WHAT NEEDS TO BE DONE: In this exercise, retype exactly the lines from the start of the entries through the line bearing "position:absolute; left:1028px; top:204px;", leaving every picture out.

Extracted records:

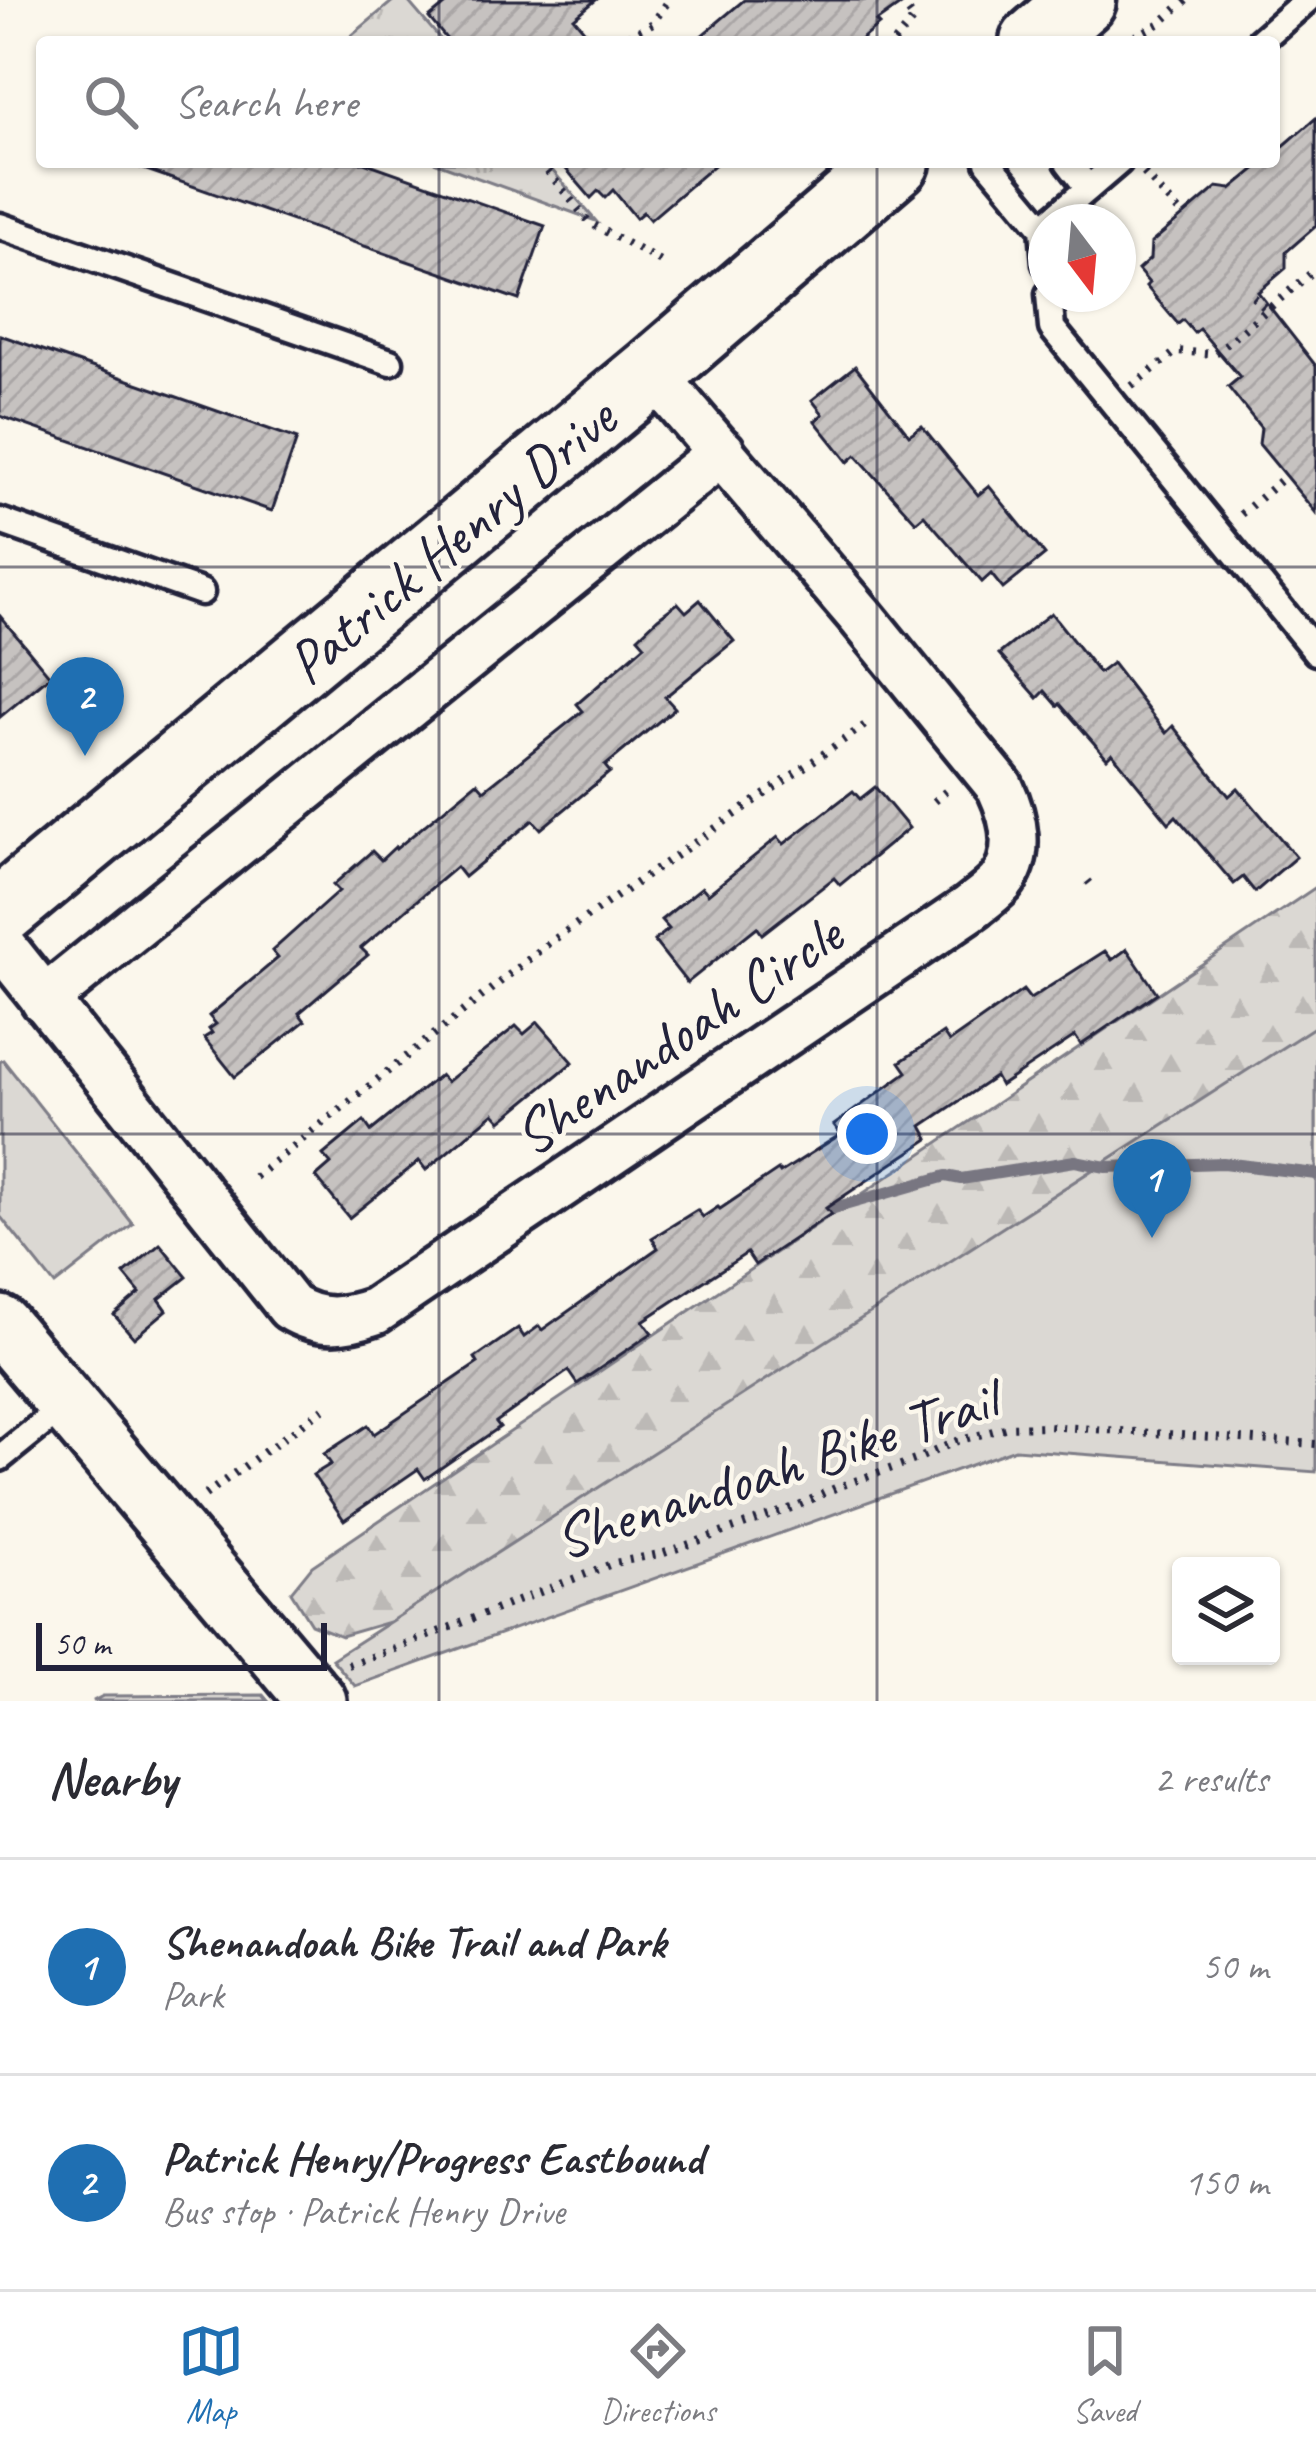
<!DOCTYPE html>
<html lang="en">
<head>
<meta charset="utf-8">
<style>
	:root { --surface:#fff; --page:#f7f7f7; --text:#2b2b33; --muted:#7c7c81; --line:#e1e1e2; --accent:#1f6fb2 }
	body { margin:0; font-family:Caveat,sans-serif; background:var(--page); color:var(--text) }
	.controls { position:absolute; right:36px; bottom:36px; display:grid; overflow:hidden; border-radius:12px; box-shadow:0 3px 9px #0004 }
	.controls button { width:108px; height:108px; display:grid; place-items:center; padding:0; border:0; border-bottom:3px solid var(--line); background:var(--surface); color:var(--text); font:60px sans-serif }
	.compass { position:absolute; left:1028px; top:204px; width:108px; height:108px; border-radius:50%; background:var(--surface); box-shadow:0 3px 9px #0004; rotate:164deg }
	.scale { position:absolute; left:36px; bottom:30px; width:291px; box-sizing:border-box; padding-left:12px; border:6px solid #22223b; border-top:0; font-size:33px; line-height:42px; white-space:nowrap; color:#22223b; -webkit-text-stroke:9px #fbf7ec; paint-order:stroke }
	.you { position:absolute; left:867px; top:1134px; width:42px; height:42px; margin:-30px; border:9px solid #fff; border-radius:50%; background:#1a73e8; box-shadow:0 0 0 18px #1a73e833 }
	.badge { display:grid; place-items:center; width:78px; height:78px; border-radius:50%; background:var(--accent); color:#fff; font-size:39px; font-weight:700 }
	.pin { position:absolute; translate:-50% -99px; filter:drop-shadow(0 3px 6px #0008) }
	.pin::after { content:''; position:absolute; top:63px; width:42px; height:36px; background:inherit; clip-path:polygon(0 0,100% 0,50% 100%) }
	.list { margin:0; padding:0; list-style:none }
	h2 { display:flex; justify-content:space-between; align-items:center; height:156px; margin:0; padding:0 48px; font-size:51px }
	h2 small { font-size:39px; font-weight:400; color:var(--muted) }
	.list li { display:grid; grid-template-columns:78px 1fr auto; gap:36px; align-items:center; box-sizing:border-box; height:216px; padding:0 48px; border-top:3px solid var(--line) }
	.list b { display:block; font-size:45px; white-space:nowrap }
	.list p { margin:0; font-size:39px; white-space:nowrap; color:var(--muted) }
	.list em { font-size:39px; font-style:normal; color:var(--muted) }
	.icon { flex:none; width:66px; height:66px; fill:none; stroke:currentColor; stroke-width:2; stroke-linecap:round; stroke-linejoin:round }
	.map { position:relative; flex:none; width:1316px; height:1701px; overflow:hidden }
	.search { position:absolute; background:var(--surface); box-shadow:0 3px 9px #0004; left:36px; right:36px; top:36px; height:132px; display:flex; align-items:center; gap:30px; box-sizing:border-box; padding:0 42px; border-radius:12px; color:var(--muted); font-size:45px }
	.sheet { height:588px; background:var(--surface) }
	nav { display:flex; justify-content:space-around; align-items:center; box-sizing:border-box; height:168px; border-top:3px solid var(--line); background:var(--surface); font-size:33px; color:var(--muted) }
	nav a { display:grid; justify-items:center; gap:6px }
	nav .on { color:var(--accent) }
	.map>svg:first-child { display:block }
</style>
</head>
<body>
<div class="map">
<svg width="1316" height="1701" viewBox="0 0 1316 1701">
	<defs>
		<pattern id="grass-tufts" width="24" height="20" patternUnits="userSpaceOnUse" patternTransform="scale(3)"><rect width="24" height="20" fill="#dbd8d3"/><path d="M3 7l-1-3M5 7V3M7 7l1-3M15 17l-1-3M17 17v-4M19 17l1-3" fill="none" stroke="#bcb9b6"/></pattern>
		<pattern id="forest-firs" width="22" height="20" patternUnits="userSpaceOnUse" patternTransform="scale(3)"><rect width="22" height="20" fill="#dbd8d3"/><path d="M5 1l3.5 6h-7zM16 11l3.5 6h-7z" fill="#bcb9b6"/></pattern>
		<pattern id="building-hatch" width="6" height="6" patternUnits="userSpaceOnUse" patternTransform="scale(3)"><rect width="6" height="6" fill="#c6c2c0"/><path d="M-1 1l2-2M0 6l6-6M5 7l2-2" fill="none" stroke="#aaa6a6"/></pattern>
	</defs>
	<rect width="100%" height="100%" fill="#fbf7ec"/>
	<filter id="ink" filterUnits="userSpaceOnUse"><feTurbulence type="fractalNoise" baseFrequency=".00833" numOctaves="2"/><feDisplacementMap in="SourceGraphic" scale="24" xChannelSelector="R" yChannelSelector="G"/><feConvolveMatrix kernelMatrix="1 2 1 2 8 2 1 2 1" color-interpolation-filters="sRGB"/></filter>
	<g filter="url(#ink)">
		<g fill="url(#grass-tufts)" stroke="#7e7d87" stroke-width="3">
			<path d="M394,0H407L443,42H344Z"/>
			<path d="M434,162H545L596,221Z"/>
		</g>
		<path fill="url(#forest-firs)" stroke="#7e7d87" stroke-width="3" d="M1316,887V1219L437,1608L341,1636L311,1624L291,1592L312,1566Z"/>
		<g fill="#dbd8d3" stroke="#7e7d87" stroke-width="3">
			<path d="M1316,1026V1472L1015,1449L355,1686L332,1659Z"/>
			<path d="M3,1060L133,1224L55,1285L0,1216V1062Z"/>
			<path d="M263,1695L268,1701H93L103,1696Z"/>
		</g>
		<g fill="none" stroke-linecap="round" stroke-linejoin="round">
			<path stroke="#787681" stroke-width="12" d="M813,1214L946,1176L961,1179L1075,1161L1106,1167L1223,1163L1316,1174"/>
		</g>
		<g fill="url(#building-hatch)" stroke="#22223b" stroke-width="3">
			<path d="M451,0H596L574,18L594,42H449L429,18Z"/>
			<path d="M744,0H907L876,22L879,25L858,42H694Z"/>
			<path d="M1316,118V226L1286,252V268L1258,292L1316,366V513L1259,444L1261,428L1228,387L1240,377L1199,329L1194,333L1183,320L1178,324L1146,286L1149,283L1138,270L1150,259L1151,243L1217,187L1231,189L1264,162H1274V154Z"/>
			<path d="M139,162H364L545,226L519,300L138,167Z"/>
			<path d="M560,162H718L650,220L643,212L636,218L613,190L605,198L598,191L591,198Z"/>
			<path d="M0,335L297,439L272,511L0,416Z"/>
			<path d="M855,366L909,435L922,426L978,495L989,486L1045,555L1003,589L991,574L982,582L924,515L916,522L856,455L848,462L815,421L823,414L812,400Z"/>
			<path d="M700,600L734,641L665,697L675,708L605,766L610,772L541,829L533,820L464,877L456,867L361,948L368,955L299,1013L305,1021L235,1077L204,1038L212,1033L209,1029L216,1024L209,1016L278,958L272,951L339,891L333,885L372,851L381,860L395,847L396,849L477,782L484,790L583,711L577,704L645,645L638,637L658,618L678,603L686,612Z"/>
			<path d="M1051,613L1099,673L1112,663L1166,733L1173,726L1229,796L1238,788L1296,857L1255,892L1243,877L1234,884L1176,816L1169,823L1112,753L1107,758L1060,704L1058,706L1045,691L1038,698L999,654Z"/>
			<path d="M0,616L50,676L0,717Z"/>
			<path d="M875,787L909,828L840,885L834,878L762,934L757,927L687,983L654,941L669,929L661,920L702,887L708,894L778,837L784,844L853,791L860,799Z"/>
			<path d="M1127,949L1157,993L1081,1045L1075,1036L1000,1086L995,1077L922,1126L929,1139L826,1208L831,1214L755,1265L747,1253L643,1321L652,1333L577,1384L568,1371L496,1422L500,1427L425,1479L418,1469L344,1520L313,1475L331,1464L324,1454L368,1425L374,1434L478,1363L475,1358L518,1328L524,1337L539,1326L542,1330L658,1248L652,1238L697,1210L703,1217L718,1207L720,1209L778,1170L780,1173L841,1134L834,1125L907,1072L900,1062L943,1033L949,1042L1023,990L1030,999L1105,951L1112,960Z"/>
			<path d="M538,1022L573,1062L501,1121L494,1113L426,1170L419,1161L349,1218L316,1177L331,1164L323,1155L364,1121L371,1131L440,1075L446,1082L516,1026L524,1034Z"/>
			<path d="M160,1244L187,1277L159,1299L167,1310L134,1338L114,1315L140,1293L124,1274Z"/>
		</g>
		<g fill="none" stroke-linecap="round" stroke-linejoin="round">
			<defs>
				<g id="service">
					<path d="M1259,42L1307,0"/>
					<path d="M988,162L1043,228L1046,264"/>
					<path d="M1068,162L1088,188"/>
					<path d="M1049,222L1119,162"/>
					<path d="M0,226L390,362"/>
					<path d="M1049,294L1052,328L1316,652"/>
					<path d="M0,521L201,592"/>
					<path d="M0,1458L67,1404"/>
				</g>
				<g id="minor">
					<path d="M0,943L290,1307C319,1325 344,1322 375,1311L969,909C979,901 991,893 1000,883C1023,855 1014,817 1000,787L863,619L652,372"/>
					<path d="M44,1000L722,452"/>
				</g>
				<path id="tertiary" d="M0,1325L317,1701"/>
				<g id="secondary">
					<path d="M1034,42L1082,0"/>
					<path d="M0,912L652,372L896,162"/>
				</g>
			</defs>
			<use href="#service" stroke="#22223b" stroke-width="33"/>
			<use href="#minor" stroke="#22223b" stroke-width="54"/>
			<use href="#tertiary" stroke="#22223b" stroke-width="66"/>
			<use href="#secondary" stroke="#22223b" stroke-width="75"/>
			<g stroke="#22223b" stroke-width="8" stroke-dasharray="3 9" stroke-linecap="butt">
				<path d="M618,42L653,23L669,0"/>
				<path d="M894,42L914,19L902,3"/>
				<path d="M1124,42L1159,24L1187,0"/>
				<path d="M540,162L590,223L661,262"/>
				<path d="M1144,173L1183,216"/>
				<path d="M1253,297L1267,310"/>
				<path d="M1132,386L1177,351L1214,354L1316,269"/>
				<path d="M1241,514L1285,477"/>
				<path d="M934,801L951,787"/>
				<path d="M1088,881L1092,886"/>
				<path d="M255,1177L549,943L871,721"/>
				<path d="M205,1495L330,1404"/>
				<path d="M348,1665L395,1649L614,1563L664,1553L797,1506L835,1488L915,1460L957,1441L1008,1427L1047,1426L1316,1444"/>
			</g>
			<use href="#service" stroke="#fbf7ec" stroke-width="24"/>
			<use href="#minor" stroke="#fbf7ec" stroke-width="45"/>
			<use href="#tertiary" stroke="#fbf7ec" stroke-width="57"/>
			<use href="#secondary" stroke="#fbf7ec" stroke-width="66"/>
		</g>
	</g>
	<path fill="none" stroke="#22223b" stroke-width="3" stroke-opacity="0.55" d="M439,0V42M877,0V42M439,162V1701M877,162V1701M0,567H1316M0,1134H1316"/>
	<g text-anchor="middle" stroke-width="9" stroke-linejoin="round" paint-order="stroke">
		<g font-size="60" fill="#22223b" stroke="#fbf7ec">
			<text transform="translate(450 540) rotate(-40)" y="21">Patrick Henry Drive</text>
			<text transform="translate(677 1034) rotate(-34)" y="21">Shenandoah Circle</text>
			<text transform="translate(775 1468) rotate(-18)" y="21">Shenandoah Bike Trail</text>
		</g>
	</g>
</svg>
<div class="controls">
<button><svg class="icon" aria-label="layers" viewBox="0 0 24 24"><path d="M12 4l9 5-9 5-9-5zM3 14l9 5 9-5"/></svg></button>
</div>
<svg class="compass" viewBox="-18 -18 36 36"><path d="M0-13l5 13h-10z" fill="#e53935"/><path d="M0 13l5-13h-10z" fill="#7c7c81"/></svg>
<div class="scale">50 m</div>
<div class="you"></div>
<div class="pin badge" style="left:1152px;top:1238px">1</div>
<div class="pin badge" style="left:85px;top:756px">2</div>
<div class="search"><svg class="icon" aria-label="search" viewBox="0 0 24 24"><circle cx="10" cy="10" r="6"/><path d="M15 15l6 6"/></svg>Search here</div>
</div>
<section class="sheet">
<h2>Nearby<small>2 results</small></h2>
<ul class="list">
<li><span class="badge">1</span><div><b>Shenandoah Bike Trail and Park</b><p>Park</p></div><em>50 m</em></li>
<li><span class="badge">2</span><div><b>Patrick Henry/Progress Eastbound</b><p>Bus stop · Patrick Henry Drive</p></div><em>150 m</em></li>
</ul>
</section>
<nav>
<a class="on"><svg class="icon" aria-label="map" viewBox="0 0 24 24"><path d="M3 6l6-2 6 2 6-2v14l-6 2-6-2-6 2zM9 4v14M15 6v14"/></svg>Map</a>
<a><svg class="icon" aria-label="directions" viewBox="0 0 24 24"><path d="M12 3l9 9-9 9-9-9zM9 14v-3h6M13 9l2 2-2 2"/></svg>Directions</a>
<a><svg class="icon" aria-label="saved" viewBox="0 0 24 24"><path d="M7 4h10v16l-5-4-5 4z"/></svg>Saved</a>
</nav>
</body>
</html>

PROBLEM SOLUTION:
<!DOCTYPE html>
<html lang="en">
<head>
<meta charset="utf-8">
<style>
	:root { --surface:#fff; --page:#f7f7f7; --text:#2b2b33; --muted:#7c7c81; --line:#e1e1e2; --accent:#1f6fb2 }
	body { margin:0; font-family:Caveat,sans-serif; background:var(--page); color:var(--text) }
	.controls { position:absolute; right:36px; bottom:36px; display:grid; overflow:hidden; border-radius:12px; box-shadow:0 3px 9px #0004 }
	.controls button { width:108px; height:108px; display:grid; place-items:center; padding:0; border:0; border-bottom:3px solid var(--line); background:var(--surface); color:var(--text); font:60px sans-serif }
	.compass { position:absolute; left:1028px; top:204px; width:108px; height:108px; border-radius:50%; background:var(--surface); box-shadow:0 3px 9px #0004; rotate:164deg }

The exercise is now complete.